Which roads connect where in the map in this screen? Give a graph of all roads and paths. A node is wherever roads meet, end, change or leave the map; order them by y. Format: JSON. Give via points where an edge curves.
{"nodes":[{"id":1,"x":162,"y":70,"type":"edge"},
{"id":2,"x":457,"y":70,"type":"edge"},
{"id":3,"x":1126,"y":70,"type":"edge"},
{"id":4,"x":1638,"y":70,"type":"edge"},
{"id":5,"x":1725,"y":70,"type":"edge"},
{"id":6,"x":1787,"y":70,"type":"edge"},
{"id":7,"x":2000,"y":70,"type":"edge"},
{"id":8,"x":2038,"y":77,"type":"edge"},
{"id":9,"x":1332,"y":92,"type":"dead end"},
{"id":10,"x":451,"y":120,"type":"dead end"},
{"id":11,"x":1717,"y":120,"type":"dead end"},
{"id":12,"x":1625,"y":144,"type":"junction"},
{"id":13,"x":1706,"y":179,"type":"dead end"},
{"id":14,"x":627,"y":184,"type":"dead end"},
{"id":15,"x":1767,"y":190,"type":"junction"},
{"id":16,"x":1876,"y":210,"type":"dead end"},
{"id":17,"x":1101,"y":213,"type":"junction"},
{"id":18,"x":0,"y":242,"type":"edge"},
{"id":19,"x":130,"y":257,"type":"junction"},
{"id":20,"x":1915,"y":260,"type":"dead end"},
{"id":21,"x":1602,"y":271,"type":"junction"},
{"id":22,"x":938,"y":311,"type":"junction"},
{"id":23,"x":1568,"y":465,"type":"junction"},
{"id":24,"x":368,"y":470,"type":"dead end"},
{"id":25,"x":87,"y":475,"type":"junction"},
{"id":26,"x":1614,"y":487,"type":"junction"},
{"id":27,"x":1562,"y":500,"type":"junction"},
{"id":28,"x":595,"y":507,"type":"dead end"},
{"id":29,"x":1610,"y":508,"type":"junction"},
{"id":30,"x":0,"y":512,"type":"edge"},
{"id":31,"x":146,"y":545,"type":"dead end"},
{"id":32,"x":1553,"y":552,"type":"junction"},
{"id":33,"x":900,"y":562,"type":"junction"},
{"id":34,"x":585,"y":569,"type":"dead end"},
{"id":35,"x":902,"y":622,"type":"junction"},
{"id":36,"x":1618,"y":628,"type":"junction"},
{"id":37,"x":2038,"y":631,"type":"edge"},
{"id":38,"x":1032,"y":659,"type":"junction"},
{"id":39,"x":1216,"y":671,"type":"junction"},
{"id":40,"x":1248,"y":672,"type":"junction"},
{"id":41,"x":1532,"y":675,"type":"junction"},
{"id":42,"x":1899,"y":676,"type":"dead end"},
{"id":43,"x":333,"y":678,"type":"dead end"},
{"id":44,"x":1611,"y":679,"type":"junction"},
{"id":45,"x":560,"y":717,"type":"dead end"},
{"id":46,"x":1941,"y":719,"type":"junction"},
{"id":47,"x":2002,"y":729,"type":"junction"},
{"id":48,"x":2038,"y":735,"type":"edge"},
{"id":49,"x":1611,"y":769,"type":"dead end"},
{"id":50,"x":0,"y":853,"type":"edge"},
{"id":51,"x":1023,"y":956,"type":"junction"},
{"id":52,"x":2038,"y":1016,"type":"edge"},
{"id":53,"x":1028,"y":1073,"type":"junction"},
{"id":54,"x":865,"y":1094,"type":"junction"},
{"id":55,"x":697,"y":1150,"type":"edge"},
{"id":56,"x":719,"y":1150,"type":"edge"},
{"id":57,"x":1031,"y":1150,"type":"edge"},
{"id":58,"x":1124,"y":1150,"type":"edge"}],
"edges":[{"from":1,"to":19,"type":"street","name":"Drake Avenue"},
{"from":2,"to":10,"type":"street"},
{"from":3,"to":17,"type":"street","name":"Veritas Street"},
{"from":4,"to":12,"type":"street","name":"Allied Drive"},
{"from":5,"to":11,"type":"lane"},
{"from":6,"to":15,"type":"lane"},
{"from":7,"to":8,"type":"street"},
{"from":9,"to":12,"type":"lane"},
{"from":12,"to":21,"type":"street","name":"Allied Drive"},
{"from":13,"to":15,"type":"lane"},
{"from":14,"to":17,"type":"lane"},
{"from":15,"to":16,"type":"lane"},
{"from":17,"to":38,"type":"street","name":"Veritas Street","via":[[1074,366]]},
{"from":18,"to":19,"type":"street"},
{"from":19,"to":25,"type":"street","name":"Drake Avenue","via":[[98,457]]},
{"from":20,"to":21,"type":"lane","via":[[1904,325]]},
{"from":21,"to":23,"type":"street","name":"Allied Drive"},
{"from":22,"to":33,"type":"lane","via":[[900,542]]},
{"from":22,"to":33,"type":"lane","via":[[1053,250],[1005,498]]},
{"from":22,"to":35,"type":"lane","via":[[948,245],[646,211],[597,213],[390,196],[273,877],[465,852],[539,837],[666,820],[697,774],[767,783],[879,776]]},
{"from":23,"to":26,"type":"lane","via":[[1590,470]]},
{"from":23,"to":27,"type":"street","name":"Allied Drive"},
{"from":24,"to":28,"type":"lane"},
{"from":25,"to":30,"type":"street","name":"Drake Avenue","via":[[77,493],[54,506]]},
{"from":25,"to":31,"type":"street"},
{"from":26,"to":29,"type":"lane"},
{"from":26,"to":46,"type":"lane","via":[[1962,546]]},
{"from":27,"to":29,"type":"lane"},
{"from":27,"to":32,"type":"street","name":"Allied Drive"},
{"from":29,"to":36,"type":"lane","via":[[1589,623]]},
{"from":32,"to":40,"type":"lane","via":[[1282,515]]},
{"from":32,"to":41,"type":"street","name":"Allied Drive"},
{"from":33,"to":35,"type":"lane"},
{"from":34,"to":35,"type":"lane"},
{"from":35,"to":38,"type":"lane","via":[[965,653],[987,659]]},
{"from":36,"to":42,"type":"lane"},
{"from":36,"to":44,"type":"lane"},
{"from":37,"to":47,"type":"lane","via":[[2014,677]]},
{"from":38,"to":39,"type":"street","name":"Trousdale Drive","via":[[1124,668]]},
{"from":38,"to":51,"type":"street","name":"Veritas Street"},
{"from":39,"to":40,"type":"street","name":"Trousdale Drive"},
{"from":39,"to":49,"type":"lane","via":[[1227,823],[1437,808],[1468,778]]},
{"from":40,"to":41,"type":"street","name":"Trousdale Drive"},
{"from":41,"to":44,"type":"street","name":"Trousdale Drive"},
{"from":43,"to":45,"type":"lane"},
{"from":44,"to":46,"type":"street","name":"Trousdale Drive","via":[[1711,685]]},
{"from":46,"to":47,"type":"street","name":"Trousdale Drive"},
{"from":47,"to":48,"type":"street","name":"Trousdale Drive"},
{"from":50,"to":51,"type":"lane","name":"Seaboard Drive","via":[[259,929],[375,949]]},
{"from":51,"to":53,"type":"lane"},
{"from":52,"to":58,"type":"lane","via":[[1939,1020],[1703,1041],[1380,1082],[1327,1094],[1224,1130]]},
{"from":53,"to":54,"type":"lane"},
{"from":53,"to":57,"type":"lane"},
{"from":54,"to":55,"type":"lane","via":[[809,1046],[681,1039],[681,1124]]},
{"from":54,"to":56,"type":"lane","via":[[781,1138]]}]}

□ □ □ □ □ □ □

• _Required work_
Write the data out again in full and exactly.

• _Response below_
Which roads connect where in the map in this screen? Give a graph of all roads and paths. A node is wherever roads meet, end, change or leave the map; order them by y. Format: JSON. Give via points where an edge curves.
{"nodes":[{"id":1,"x":162,"y":70,"type":"edge"},
{"id":2,"x":457,"y":70,"type":"edge"},
{"id":3,"x":1126,"y":70,"type":"edge"},
{"id":4,"x":1638,"y":70,"type":"edge"},
{"id":5,"x":1725,"y":70,"type":"edge"},
{"id":6,"x":1787,"y":70,"type":"edge"},
{"id":7,"x":2000,"y":70,"type":"edge"},
{"id":8,"x":2038,"y":77,"type":"edge"},
{"id":9,"x":1332,"y":92,"type":"dead end"},
{"id":10,"x":451,"y":120,"type":"dead end"},
{"id":11,"x":1717,"y":120,"type":"dead end"},
{"id":12,"x":1625,"y":144,"type":"junction"},
{"id":13,"x":1706,"y":179,"type":"dead end"},
{"id":14,"x":627,"y":184,"type":"dead end"},
{"id":15,"x":1767,"y":190,"type":"junction"},
{"id":16,"x":1876,"y":210,"type":"dead end"},
{"id":17,"x":1101,"y":213,"type":"junction"},
{"id":18,"x":0,"y":242,"type":"edge"},
{"id":19,"x":130,"y":257,"type":"junction"},
{"id":20,"x":1915,"y":260,"type":"dead end"},
{"id":21,"x":1602,"y":271,"type":"junction"},
{"id":22,"x":938,"y":311,"type":"junction"},
{"id":23,"x":1568,"y":465,"type":"junction"},
{"id":24,"x":368,"y":470,"type":"dead end"},
{"id":25,"x":87,"y":475,"type":"junction"},
{"id":26,"x":1614,"y":487,"type":"junction"},
{"id":27,"x":1562,"y":500,"type":"junction"},
{"id":28,"x":595,"y":507,"type":"dead end"},
{"id":29,"x":1610,"y":508,"type":"junction"},
{"id":30,"x":0,"y":512,"type":"edge"},
{"id":31,"x":146,"y":545,"type":"dead end"},
{"id":32,"x":1553,"y":552,"type":"junction"},
{"id":33,"x":900,"y":562,"type":"junction"},
{"id":34,"x":585,"y":569,"type":"dead end"},
{"id":35,"x":902,"y":622,"type":"junction"},
{"id":36,"x":1618,"y":628,"type":"junction"},
{"id":37,"x":2038,"y":631,"type":"edge"},
{"id":38,"x":1032,"y":659,"type":"junction"},
{"id":39,"x":1216,"y":671,"type":"junction"},
{"id":40,"x":1248,"y":672,"type":"junction"},
{"id":41,"x":1532,"y":675,"type":"junction"},
{"id":42,"x":1899,"y":676,"type":"dead end"},
{"id":43,"x":333,"y":678,"type":"dead end"},
{"id":44,"x":1611,"y":679,"type":"junction"},
{"id":45,"x":560,"y":717,"type":"dead end"},
{"id":46,"x":1941,"y":719,"type":"junction"},
{"id":47,"x":2002,"y":729,"type":"junction"},
{"id":48,"x":2038,"y":735,"type":"edge"},
{"id":49,"x":1611,"y":769,"type":"dead end"},
{"id":50,"x":0,"y":853,"type":"edge"},
{"id":51,"x":1023,"y":956,"type":"junction"},
{"id":52,"x":2038,"y":1016,"type":"edge"},
{"id":53,"x":1028,"y":1073,"type":"junction"},
{"id":54,"x":865,"y":1094,"type":"junction"},
{"id":55,"x":697,"y":1150,"type":"edge"},
{"id":56,"x":719,"y":1150,"type":"edge"},
{"id":57,"x":1031,"y":1150,"type":"edge"},
{"id":58,"x":1124,"y":1150,"type":"edge"}],
"edges":[{"from":1,"to":19,"type":"street","name":"Drake Avenue"},
{"from":2,"to":10,"type":"street"},
{"from":3,"to":17,"type":"street","name":"Veritas Street"},
{"from":4,"to":12,"type":"street","name":"Allied Drive"},
{"from":5,"to":11,"type":"lane"},
{"from":6,"to":15,"type":"lane"},
{"from":7,"to":8,"type":"street"},
{"from":9,"to":12,"type":"lane"},
{"from":12,"to":21,"type":"street","name":"Allied Drive"},
{"from":13,"to":15,"type":"lane"},
{"from":14,"to":17,"type":"lane"},
{"from":15,"to":16,"type":"lane"},
{"from":17,"to":38,"type":"street","name":"Veritas Street","via":[[1074,366]]},
{"from":18,"to":19,"type":"street"},
{"from":19,"to":25,"type":"street","name":"Drake Avenue","via":[[98,457]]},
{"from":20,"to":21,"type":"lane","via":[[1904,325]]},
{"from":21,"to":23,"type":"street","name":"Allied Drive"},
{"from":22,"to":33,"type":"lane","via":[[900,542]]},
{"from":22,"to":33,"type":"lane","via":[[1053,250],[1005,498]]},
{"from":22,"to":35,"type":"lane","via":[[948,245],[646,211],[597,213],[390,196],[273,877],[465,852],[539,837],[666,820],[697,774],[767,783],[879,776]]},
{"from":23,"to":26,"type":"lane","via":[[1590,470]]},
{"from":23,"to":27,"type":"street","name":"Allied Drive"},
{"from":24,"to":28,"type":"lane"},
{"from":25,"to":30,"type":"street","name":"Drake Avenue","via":[[77,493],[54,506]]},
{"from":25,"to":31,"type":"street"},
{"from":26,"to":29,"type":"lane"},
{"from":26,"to":46,"type":"lane","via":[[1962,546]]},
{"from":27,"to":29,"type":"lane"},
{"from":27,"to":32,"type":"street","name":"Allied Drive"},
{"from":29,"to":36,"type":"lane","via":[[1589,623]]},
{"from":32,"to":40,"type":"lane","via":[[1282,515]]},
{"from":32,"to":41,"type":"street","name":"Allied Drive"},
{"from":33,"to":35,"type":"lane"},
{"from":34,"to":35,"type":"lane"},
{"from":35,"to":38,"type":"lane","via":[[965,653],[987,659]]},
{"from":36,"to":42,"type":"lane"},
{"from":36,"to":44,"type":"lane"},
{"from":37,"to":47,"type":"lane","via":[[2014,677]]},
{"from":38,"to":39,"type":"street","name":"Trousdale Drive","via":[[1124,668]]},
{"from":38,"to":51,"type":"street","name":"Veritas Street"},
{"from":39,"to":40,"type":"street","name":"Trousdale Drive"},
{"from":39,"to":49,"type":"lane","via":[[1227,823],[1437,808],[1468,778]]},
{"from":40,"to":41,"type":"street","name":"Trousdale Drive"},
{"from":41,"to":44,"type":"street","name":"Trousdale Drive"},
{"from":43,"to":45,"type":"lane"},
{"from":44,"to":46,"type":"street","name":"Trousdale Drive","via":[[1711,685]]},
{"from":46,"to":47,"type":"street","name":"Trousdale Drive"},
{"from":47,"to":48,"type":"street","name":"Trousdale Drive"},
{"from":50,"to":51,"type":"lane","name":"Seaboard Drive","via":[[259,929],[375,949]]},
{"from":51,"to":53,"type":"lane"},
{"from":52,"to":58,"type":"lane","via":[[1939,1020],[1703,1041],[1380,1082],[1327,1094],[1224,1130]]},
{"from":53,"to":54,"type":"lane"},
{"from":53,"to":57,"type":"lane"},
{"from":54,"to":55,"type":"lane","via":[[809,1046],[681,1039],[681,1124]]},
{"from":54,"to":56,"type":"lane","via":[[781,1138]]}]}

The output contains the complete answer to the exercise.